§ **AIM OF THE EXERCISE**:
Please count every line of the following material that holds "УЛИЦА" and give the total alone.

§ **DATA FOR REVIEW**:
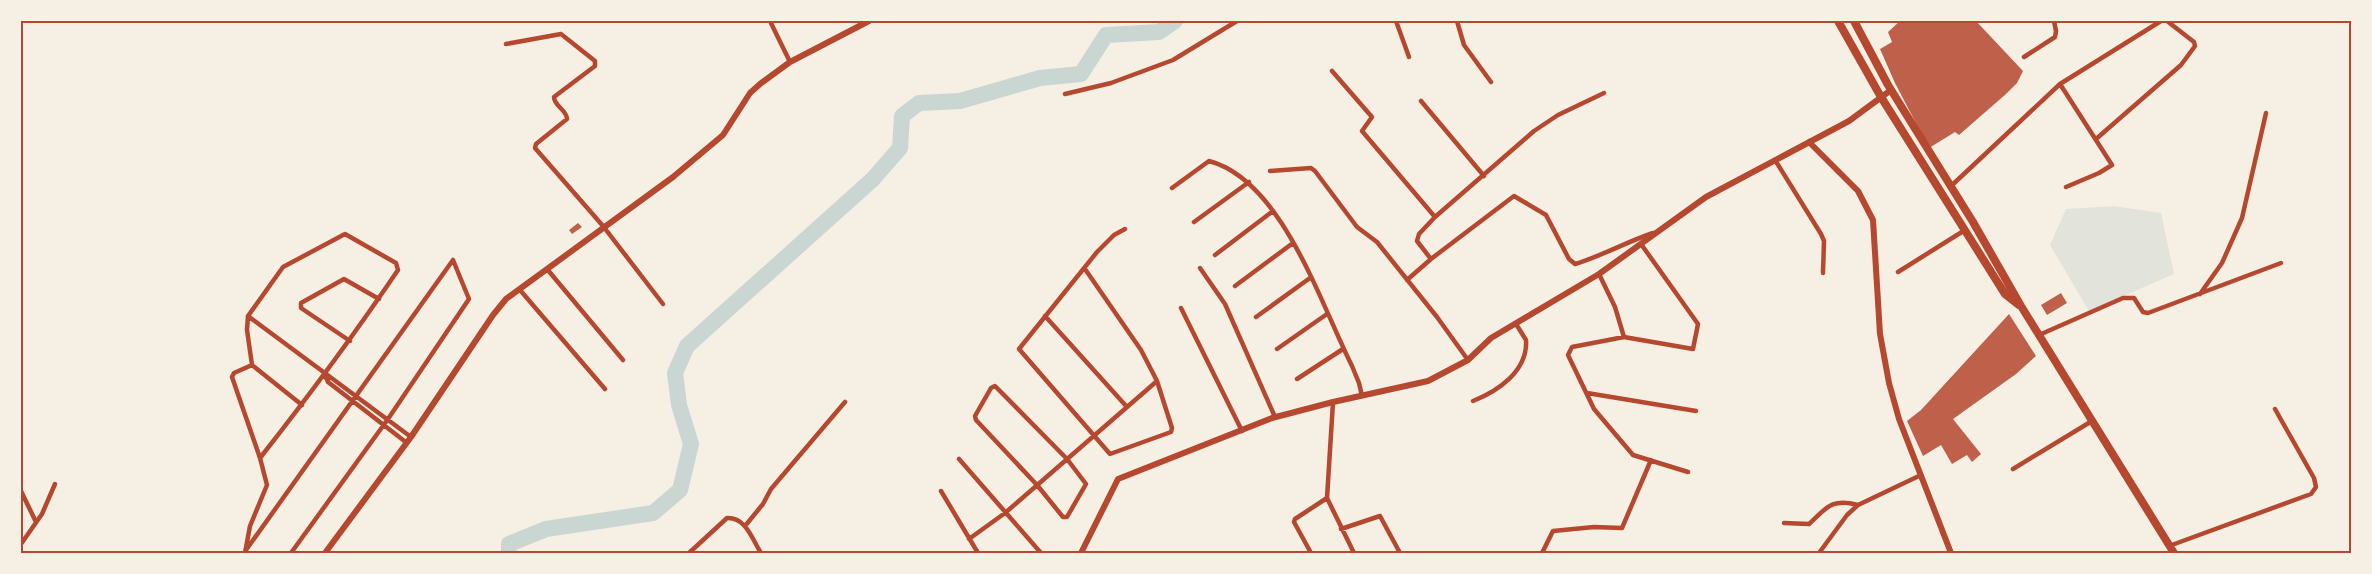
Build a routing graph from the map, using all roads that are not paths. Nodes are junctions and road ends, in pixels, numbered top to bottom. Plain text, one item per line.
1 (770, 21) edge
2 (869, 21) edge
3 (1237, 21) edge
4 (1396, 21) edge
5 (1457, 21) edge
6 (1838, 21) edge
7 (1854, 21) edge
8 (2054, 21) edge
9 (2161, 21) edge
10 (2167, 21) edge
11 (506, 44) dead end
12 (1409, 57) dead end
13 (2024, 57) dead end
14 (790, 62) junction
15 (1332, 71) dead end
16 (1491, 81) dead end
17 (2060, 84) junction
18 (1892, 90) junction
19 (1605, 93) dead end
20 (1065, 94) dead end
21 (1881, 97) junction
22 (1421, 100) dead end
23 (2266, 113) dead end
24 (2096, 139) junction
25 (1809, 142) junction
26 (1775, 160) junction
27 (1270, 171) dead end
28 (1484, 176) junction
29 (1249, 182) junction
30 (1950, 187) junction
31 (2066, 187) dead end
32 (1172, 188) dead end
33 (1273, 211) junction
34 (1436, 217) junction
35 (1194, 222) dead end
36 (603, 226) junction
37 (1125, 229) dead end
38 (1965, 230) junction
39 (1659, 231) junction
40 (1293, 243) junction
41 (1641, 244) junction
42 (1215, 255) dead end
43 (1431, 259) junction
44 (2281, 263) dead end
45 (1200, 268) dead end
46 (1085, 269) junction
47 (547, 270) junction
48 (1898, 272) dead end
49 (1823, 273) dead end
50 (1599, 274) junction
51 (1310, 278) junction
52 (1407, 280) junction
53 (1235, 285) dead end
54 (520, 290) junction
55 (2199, 295) junction
56 (379, 299) junction
57 (663, 304) dead end
58 (2021, 306) junction
59 (1181, 308) dead end
60 (1327, 314) junction
61 (248, 316) junction
62 (1045, 316) junction
63 (1256, 317) dead end
64 (1516, 324) junction
65 (2039, 335) junction
66 (1624, 337) junction
67 (350, 340) junction
68 (1277, 348) dead end
69 (1343, 349) junction
70 (623, 360) dead end
71 (1468, 360) junction
72 (252, 365) junction
73 (325, 375) junction
74 (1297, 380) dead end
75 (1156, 381) junction
76 (605, 389) dead end
77 (1587, 393) junction
78 (357, 396) junction
79 (1362, 397) junction
80 (353, 401) junction
81 (1473, 401) dead end
82 (845, 402) dead end
83 (1332, 402) junction
84 (302, 405) junction
85 (1127, 407) junction
86 (2275, 409) dead end
87 (1696, 411) dead end
88 (1275, 417) junction
89 (388, 419) junction
90 (2092, 420) junction
91 (384, 425) junction
92 (1242, 430) junction
93 (1095, 435) junction
94 (409, 440) junction
95 (260, 458) junction
96 (959, 459) dead end
97 (1066, 459) junction
98 (1651, 460) junction
99 (2013, 469) dead end
100 (1688, 472) dead end
101 (1921, 475) junction
102 (55, 484) dead end
103 (1037, 485) junction
104 (21, 491) edge
105 (941, 491) dead end
106 (1327, 498) junction
107 (1858, 505) junction
108 (1005, 513) junction
109 (36, 522) junction
110 (1784, 523) dead end
111 (745, 526) junction
112 (1341, 529) junction
113 (969, 539) junction
114 (21, 544) edge
115 (2172, 550) edge
116 (245, 551) edge
117 (291, 553) edge
118 (326, 553) edge
119 (689, 553) edge
120 (761, 553) edge
121 (978, 553) edge
122 (1041, 553) edge
123 (1081, 553) edge
124 (1311, 553) edge
125 (1354, 553) edge
126 (1400, 553) edge
127 (1542, 553) edge
128 (1819, 553) edge
129 (1951, 553) edge

1 - 14 street
2 - 14 street
3 - 20 street
4 - 12 street
5 - 16 street
6 - 21 highway
7 - 18 highway
8 - 13 street
9 - 17 street
10 - 24 street
11 - 36 street
14 - 36 street
15 - 34 street
17 - 24 street
17 - 30 street
18 - 21 street
18 - 30 highway
19 - 28 street
21 - 25 street
21 - 38 highway
22 - 28 street
23 - 55 street
24 - 31 street
25 - 26 street
25 - 101 street
26 - 39 street
26 - 49 street
27 - 52 street
28 - 34 street
29 - 32 street
29 - 33 street
29 - 35 street
30 - 58 highway
33 - 40 street
33 - 42 street
34 - 43 street
36 - 47 street
36 - 57 street
37 - 46 street
38 - 48 street
38 - 58 highway
39 - 41 street
39 - 43 street
40 - 51 street
40 - 53 street
41 - 50 street
41 - 66 street
43 - 52 street
44 - 55 street
45 - 88 street
46 - 62 street
46 - 75 street
47 - 54 street
47 - 70 street
50 - 64 street
50 - 66 street
51 - 60 street
51 - 63 street
52 - 71 street
54 - 76 street
54 - 94 street
55 - 65 street
56 - 61 street
56 - 67 street
56 - 67 street
58 - 65 highway
59 - 92 street
60 - 68 street
60 - 69 street
61 - 72 street
61 - 73 street
62 - 85 street
62 - 93 street
64 - 71 street
64 - 81 street
65 - 90 highway
66 - 77 street
67 - 73 street
69 - 74 street
69 - 79 street
71 - 79 street
72 - 84 street
72 - 95 street
73 - 78 street
73 - 80 street
73 - 84 street
75 - 85 street
75 - 93 street
77 - 87 street
77 - 98 street
78 - 80 street
78 - 89 street
78 - 89 street
79 - 83 street
80 - 91 street
80 - 116 street
82 - 111 street
83 - 88 street
83 - 106 street
84 - 95 street
85 - 93 street
86 - 115 street
88 - 92 street
89 - 91 street
89 - 94 street
90 - 99 street
90 - 115 highway
91 - 94 street
91 - 117 street
92 - 123 street
93 - 97 street
94 - 118 street
95 - 116 street
96 - 108 street
97 - 103 street
97 - 103 street
97 - 103 street
98 - 100 street
98 - 127 street
101 - 107 street
101 - 129 street
102 - 109 street
103 - 108 street
104 - 109 street
105 - 113 street
106 - 112 street
106 - 124 street
107 - 110 street
107 - 128 street
108 - 113 street
108 - 122 street
109 - 114 street
111 - 119 street
111 - 120 street
112 - 125 street
112 - 126 street
113 - 121 street

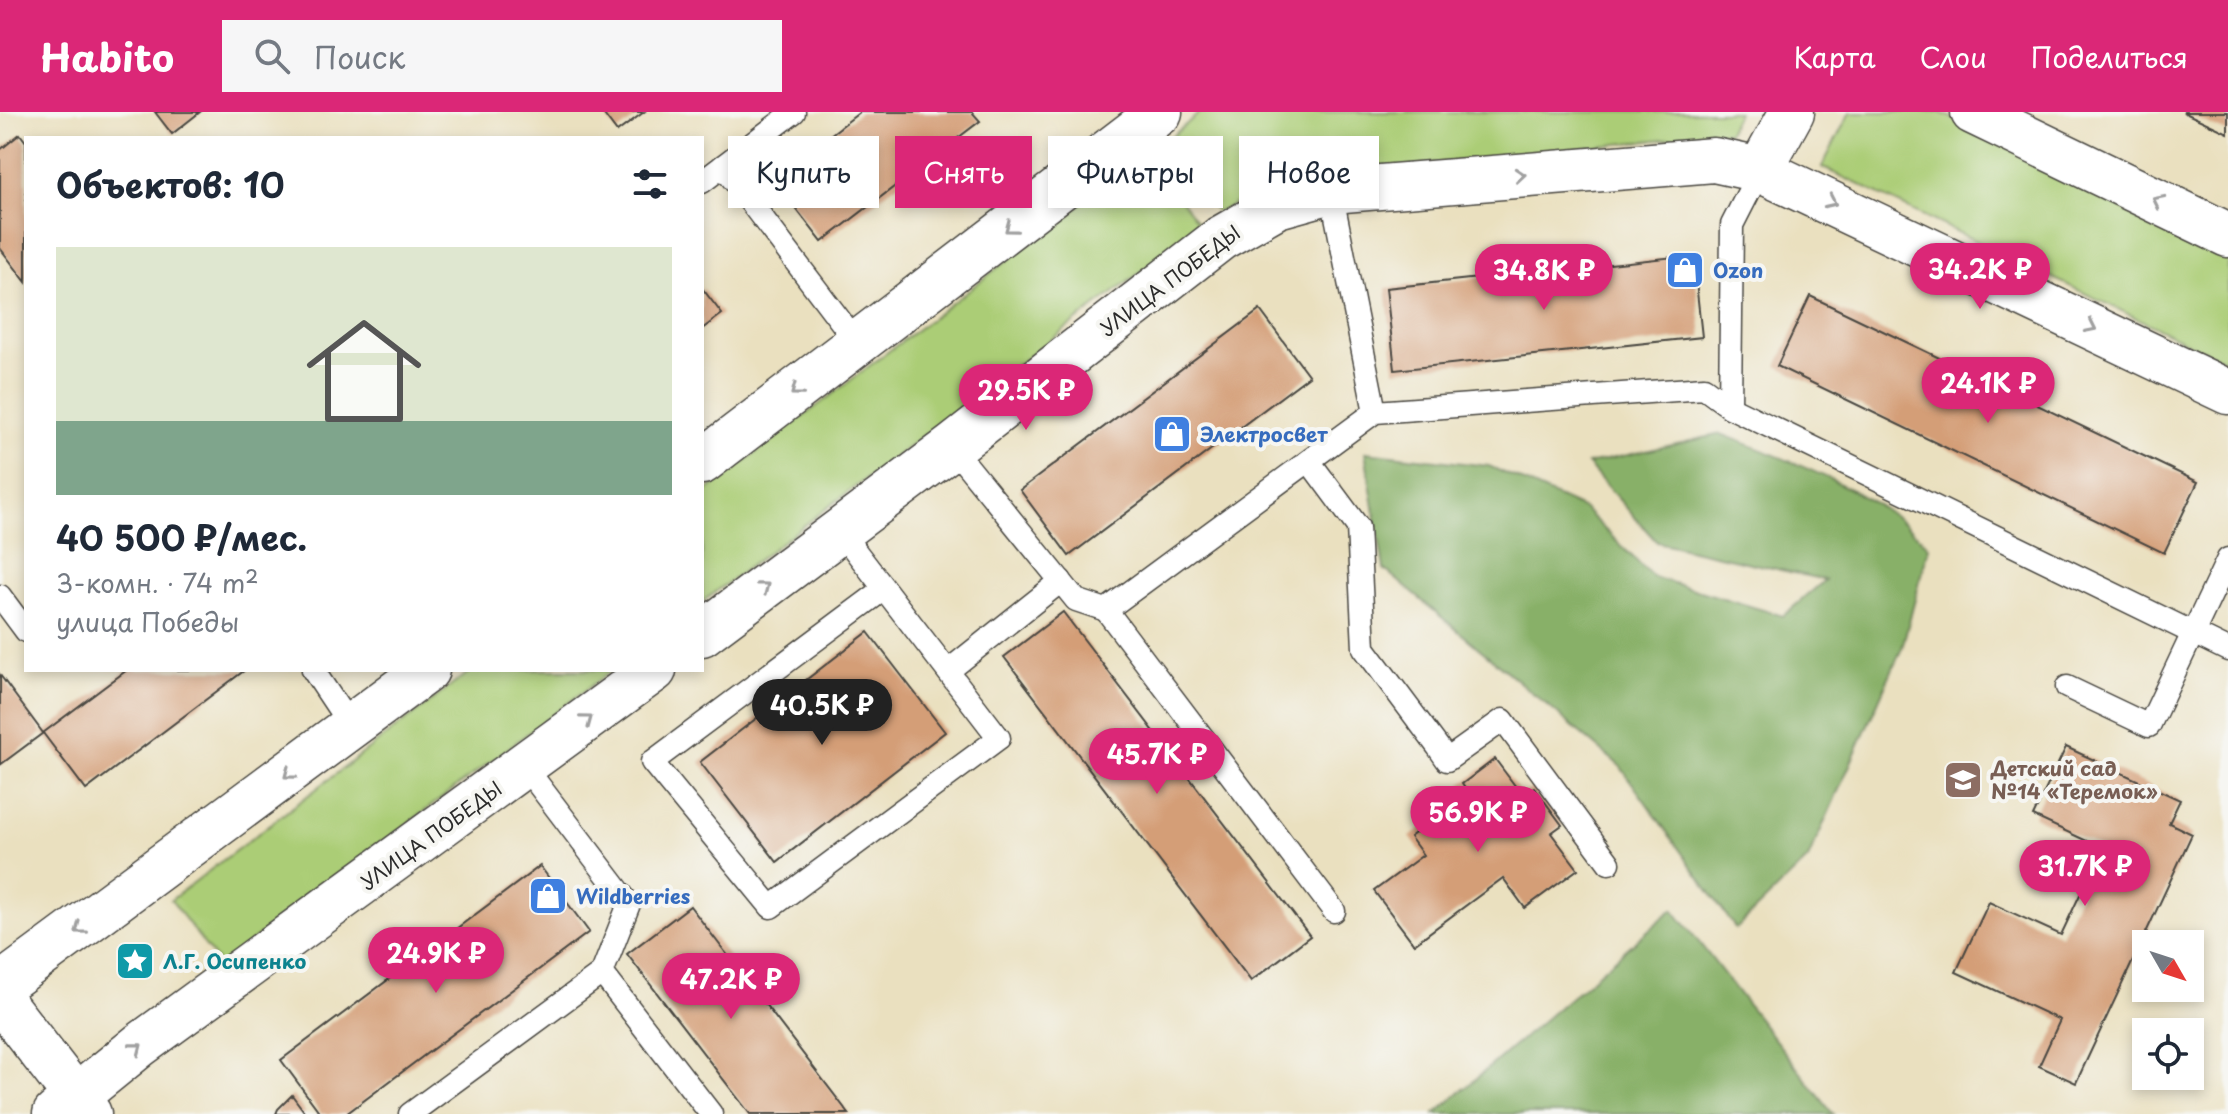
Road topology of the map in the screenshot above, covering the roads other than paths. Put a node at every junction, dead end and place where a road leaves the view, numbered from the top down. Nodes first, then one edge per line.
1 (794, 112) edge
2 (1160, 112) edge
3 (1792, 112) edge
4 (1973, 112) edge
5 (723, 166) junction
6 (1760, 170) junction
7 (704, 180) edge
8 (1379, 187) edge
9 (1274, 208) edge
10 (1334, 208) edge
11 (2228, 235) edge
12 (858, 344) junction
13 (2228, 392) edge
14 (1730, 407) junction
15 (1375, 412) junction
16 (952, 447) junction
17 (704, 460) edge
18 (1309, 461) junction
19 (840, 531) junction
20 (2228, 559) edge
21 (1061, 581) junction
22 (884, 589) junction
23 (0, 596) edge
24 (1106, 610) junction
25 (24, 628) edge
26 (704, 633) edge
27 (2193, 634) junction
28 (2228, 650) edge
29 (948, 671) junction
30 (314, 672) edge
31 (424, 672) edge
32 (651, 672) edge
33 (2067, 687) dead end
34 (351, 727) junction
35 (525, 767) junction
36 (1609, 863) dead end
37 (1334, 911) dead end
38 (602, 973) junction
39 (0, 986) edge
40 (0, 999) edge
41 (73, 1108) edge
42 (410, 1114) edge
43 (711, 1114) edge

1 - 5 lane
2 -> 12 street
3 - 6 street
11 -> 4 street
5 - 7 lane
5 - 12 lane
8 -> 6 street, УЛИЦА ПОБЕДЫ
6 -> 13 street, УЛИЦА ПОБЕДЫ
6 - 14 lane
9 - 16 street, УЛИЦА ПОБЕДЫ
10 - 15 lane
12 -> 17 street
14 - 15 lane
14 - 27 lane
15 - 18 lane
16 - 19 street, УЛИЦА ПОБЕДЫ
16 - 21 lane
18 - 24 lane
18 - 36 lane
19 - 22 lane
26 -> 19 street, УЛИЦА ПОБЕДЫ
20 - 27 lane
21 - 24 lane
21 - 29 lane
22 - 29 lane
22 - 29 lane
23 - 25 lane
24 - 37 lane
27 - 28 lane
27 - 33 lane
30 - 34 lane
31 - 34 street
35 -> 32 street, УЛИЦА ПОБЕДЫ
34 -> 39 street
35 - 38 lane
41 -> 35 street, УЛИЦА ПОБЕДЫ
38 - 42 lane
38 - 43 lane
40 - 41 street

§ **ANSWER TO THIS TASK**:
7